-------- Input
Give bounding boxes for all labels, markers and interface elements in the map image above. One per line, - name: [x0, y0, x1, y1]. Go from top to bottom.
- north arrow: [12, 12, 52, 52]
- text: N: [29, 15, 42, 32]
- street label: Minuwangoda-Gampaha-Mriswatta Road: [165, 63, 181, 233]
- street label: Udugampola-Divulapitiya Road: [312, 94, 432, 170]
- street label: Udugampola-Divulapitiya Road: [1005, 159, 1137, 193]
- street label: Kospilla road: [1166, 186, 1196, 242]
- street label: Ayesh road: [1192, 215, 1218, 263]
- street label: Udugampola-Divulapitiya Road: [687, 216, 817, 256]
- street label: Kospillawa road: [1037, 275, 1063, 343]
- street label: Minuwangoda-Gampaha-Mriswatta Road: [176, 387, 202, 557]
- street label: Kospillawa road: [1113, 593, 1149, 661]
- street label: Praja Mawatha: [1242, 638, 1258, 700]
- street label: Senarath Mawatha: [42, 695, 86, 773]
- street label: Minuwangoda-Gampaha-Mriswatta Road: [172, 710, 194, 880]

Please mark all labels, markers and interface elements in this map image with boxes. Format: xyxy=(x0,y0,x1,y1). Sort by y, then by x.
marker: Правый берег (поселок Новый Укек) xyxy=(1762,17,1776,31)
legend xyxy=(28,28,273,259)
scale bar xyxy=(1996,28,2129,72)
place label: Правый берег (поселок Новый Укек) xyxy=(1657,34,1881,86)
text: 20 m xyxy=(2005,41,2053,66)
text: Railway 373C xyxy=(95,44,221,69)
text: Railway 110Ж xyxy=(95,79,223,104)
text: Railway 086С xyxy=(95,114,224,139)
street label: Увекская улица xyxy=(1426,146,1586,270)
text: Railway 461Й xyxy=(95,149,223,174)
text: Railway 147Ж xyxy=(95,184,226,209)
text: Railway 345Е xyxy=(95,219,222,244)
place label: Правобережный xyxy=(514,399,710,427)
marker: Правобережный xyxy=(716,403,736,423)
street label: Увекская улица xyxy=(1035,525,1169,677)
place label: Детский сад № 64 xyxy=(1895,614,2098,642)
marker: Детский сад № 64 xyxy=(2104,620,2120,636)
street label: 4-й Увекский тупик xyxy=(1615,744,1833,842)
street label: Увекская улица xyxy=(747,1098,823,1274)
----------------
> Work request: The entries above are to be transcribed in full and without error.

> Solution to this task:
Give bounding boxes for all labels, markers and interface elements in the map image above. One per line, - name: [x0, y0, x1, y1]. Go from top to bottom.
- north arrow: [12, 12, 52, 52]
- text: N: [29, 15, 42, 32]
- street label: Minuwangoda-Gampaha-Mriswatta Road: [165, 63, 181, 233]
- street label: Udugampola-Divulapitiya Road: [312, 94, 432, 170]
- street label: Udugampola-Divulapitiya Road: [1005, 159, 1137, 193]
- street label: Kospilla road: [1166, 186, 1196, 242]
- street label: Ayesh road: [1192, 215, 1218, 263]
- street label: Udugampola-Divulapitiya Road: [687, 216, 817, 256]
- street label: Kospillawa road: [1037, 275, 1063, 343]
- street label: Minuwangoda-Gampaha-Mriswatta Road: [176, 387, 202, 557]
- street label: Kospillawa road: [1113, 593, 1149, 661]
- street label: Praja Mawatha: [1242, 638, 1258, 700]
- street label: Senarath Mawatha: [42, 695, 86, 773]
- street label: Minuwangoda-Gampaha-Mriswatta Road: [172, 710, 194, 880]

Please mark all labels, markers and interface elements in this map image with boxes. Format: xyxy=(x0,y0,x1,y1). Sort by y, then by x.
marker: Правый берег (поселок Новый Укек) xyxy=(1762,17,1776,31)
legend xyxy=(28,28,273,259)
scale bar xyxy=(1996,28,2129,72)
place label: Правый берег (поселок Новый Укек) xyxy=(1657,34,1881,86)
text: 20 m xyxy=(2005,41,2053,66)
text: Railway 373C xyxy=(95,44,221,69)
text: Railway 110Ж xyxy=(95,79,223,104)
text: Railway 086С xyxy=(95,114,224,139)
street label: Увекская улица xyxy=(1426,146,1586,270)
text: Railway 461Й xyxy=(95,149,223,174)
text: Railway 147Ж xyxy=(95,184,226,209)
text: Railway 345Е xyxy=(95,219,222,244)
place label: Правобережный xyxy=(514,399,710,427)
marker: Правобережный xyxy=(716,403,736,423)
street label: Увекская улица xyxy=(1035,525,1169,677)
place label: Детский сад № 64 xyxy=(1895,614,2098,642)
marker: Детский сад № 64 xyxy=(2104,620,2120,636)
street label: 4-й Увекский тупик xyxy=(1615,744,1833,842)
street label: Увекская улица xyxy=(747,1098,823,1274)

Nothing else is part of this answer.